[Brief]
When the string "lane" appears in a line of the records, show the whole line.

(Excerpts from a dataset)
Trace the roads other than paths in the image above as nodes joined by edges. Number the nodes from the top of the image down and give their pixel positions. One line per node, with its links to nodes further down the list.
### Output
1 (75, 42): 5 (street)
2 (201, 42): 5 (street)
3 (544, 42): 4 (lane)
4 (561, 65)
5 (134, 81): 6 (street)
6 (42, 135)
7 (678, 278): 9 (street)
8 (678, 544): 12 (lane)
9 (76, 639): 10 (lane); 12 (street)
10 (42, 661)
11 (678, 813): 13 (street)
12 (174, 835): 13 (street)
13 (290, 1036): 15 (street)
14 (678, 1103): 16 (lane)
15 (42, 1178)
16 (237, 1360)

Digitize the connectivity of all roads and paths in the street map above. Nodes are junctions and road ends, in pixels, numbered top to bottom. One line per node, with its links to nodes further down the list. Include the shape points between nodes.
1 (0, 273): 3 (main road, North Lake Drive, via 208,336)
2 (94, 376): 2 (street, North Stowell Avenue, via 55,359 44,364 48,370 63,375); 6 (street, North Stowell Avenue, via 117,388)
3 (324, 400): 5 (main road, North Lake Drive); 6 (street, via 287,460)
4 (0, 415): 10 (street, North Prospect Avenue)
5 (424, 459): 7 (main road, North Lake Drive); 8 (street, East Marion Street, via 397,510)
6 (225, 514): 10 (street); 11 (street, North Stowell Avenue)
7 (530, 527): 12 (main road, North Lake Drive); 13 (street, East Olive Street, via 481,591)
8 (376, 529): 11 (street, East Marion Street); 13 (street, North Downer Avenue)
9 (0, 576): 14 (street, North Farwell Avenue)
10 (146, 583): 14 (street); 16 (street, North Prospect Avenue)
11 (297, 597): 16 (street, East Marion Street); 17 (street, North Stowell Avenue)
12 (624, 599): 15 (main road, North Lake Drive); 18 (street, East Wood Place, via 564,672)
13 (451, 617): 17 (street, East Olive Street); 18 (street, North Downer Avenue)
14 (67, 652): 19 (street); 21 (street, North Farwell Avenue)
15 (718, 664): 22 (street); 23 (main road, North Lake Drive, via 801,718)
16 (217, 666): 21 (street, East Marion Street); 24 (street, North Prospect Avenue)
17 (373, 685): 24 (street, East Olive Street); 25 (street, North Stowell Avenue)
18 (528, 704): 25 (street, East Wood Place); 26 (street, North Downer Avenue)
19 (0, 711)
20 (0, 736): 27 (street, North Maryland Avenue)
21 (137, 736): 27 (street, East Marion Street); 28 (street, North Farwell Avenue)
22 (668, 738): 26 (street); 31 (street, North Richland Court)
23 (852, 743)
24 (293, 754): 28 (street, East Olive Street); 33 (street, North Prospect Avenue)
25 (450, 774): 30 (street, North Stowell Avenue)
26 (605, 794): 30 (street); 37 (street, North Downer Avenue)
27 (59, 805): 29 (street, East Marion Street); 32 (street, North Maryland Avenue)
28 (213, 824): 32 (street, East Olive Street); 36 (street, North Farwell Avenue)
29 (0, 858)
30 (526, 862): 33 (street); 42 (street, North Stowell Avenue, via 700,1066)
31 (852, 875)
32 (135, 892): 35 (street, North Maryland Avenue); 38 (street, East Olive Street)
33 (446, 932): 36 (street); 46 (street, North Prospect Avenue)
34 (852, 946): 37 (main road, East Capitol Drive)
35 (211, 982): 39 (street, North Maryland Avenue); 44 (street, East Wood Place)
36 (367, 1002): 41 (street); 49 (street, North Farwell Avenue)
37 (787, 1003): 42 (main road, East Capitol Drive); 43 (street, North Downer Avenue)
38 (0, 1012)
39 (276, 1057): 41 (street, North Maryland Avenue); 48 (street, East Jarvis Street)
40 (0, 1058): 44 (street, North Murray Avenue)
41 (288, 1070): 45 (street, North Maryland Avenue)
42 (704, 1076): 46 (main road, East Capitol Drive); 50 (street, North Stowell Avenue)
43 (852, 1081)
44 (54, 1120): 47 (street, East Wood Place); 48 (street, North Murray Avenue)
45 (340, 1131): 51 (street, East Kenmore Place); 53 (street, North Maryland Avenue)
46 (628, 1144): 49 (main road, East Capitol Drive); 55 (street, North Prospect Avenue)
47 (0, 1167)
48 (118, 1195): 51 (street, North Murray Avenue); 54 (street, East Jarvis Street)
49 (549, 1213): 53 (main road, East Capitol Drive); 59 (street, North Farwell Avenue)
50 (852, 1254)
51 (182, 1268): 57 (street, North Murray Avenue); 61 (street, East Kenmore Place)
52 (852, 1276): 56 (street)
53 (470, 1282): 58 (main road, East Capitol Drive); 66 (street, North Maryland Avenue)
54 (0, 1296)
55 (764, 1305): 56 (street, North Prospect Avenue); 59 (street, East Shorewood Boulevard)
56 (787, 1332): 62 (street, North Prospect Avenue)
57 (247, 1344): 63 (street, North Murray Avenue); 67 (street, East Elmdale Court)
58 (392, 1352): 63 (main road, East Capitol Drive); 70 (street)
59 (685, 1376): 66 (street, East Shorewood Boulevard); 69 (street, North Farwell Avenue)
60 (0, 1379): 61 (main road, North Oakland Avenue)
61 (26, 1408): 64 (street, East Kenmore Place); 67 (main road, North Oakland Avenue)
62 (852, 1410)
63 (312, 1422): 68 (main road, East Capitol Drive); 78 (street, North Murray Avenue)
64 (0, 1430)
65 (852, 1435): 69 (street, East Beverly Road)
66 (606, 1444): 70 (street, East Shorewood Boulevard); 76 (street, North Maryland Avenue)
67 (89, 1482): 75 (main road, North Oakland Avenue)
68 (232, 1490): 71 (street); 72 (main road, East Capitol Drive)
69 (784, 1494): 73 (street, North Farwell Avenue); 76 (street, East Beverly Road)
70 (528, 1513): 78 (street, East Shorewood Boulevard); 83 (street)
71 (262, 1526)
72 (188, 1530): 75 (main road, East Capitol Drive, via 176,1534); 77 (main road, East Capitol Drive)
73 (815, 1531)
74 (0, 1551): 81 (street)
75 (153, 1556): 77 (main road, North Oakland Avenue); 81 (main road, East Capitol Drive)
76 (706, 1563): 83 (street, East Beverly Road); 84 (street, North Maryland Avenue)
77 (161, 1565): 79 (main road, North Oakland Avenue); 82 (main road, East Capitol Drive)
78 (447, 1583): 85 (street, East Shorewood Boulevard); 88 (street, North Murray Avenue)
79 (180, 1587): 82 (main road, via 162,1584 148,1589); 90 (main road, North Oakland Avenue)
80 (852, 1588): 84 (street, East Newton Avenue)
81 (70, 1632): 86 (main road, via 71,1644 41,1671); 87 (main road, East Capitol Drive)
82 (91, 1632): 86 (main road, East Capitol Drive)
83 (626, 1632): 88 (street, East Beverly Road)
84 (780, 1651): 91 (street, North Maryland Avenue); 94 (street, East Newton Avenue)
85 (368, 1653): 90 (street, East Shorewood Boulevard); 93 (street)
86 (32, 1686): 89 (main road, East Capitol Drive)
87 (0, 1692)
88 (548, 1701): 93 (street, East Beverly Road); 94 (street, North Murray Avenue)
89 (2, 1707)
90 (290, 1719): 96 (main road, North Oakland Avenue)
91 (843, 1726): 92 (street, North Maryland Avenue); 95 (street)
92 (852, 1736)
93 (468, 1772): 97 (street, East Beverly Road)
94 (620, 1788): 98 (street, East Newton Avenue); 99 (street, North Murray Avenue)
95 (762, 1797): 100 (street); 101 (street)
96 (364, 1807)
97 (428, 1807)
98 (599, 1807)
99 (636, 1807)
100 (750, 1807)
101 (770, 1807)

[Task solution]
3 (544, 42): 4 (lane)
8 (678, 544): 12 (lane)
9 (76, 639): 10 (lane); 12 (street)
14 (678, 1103): 16 (lane)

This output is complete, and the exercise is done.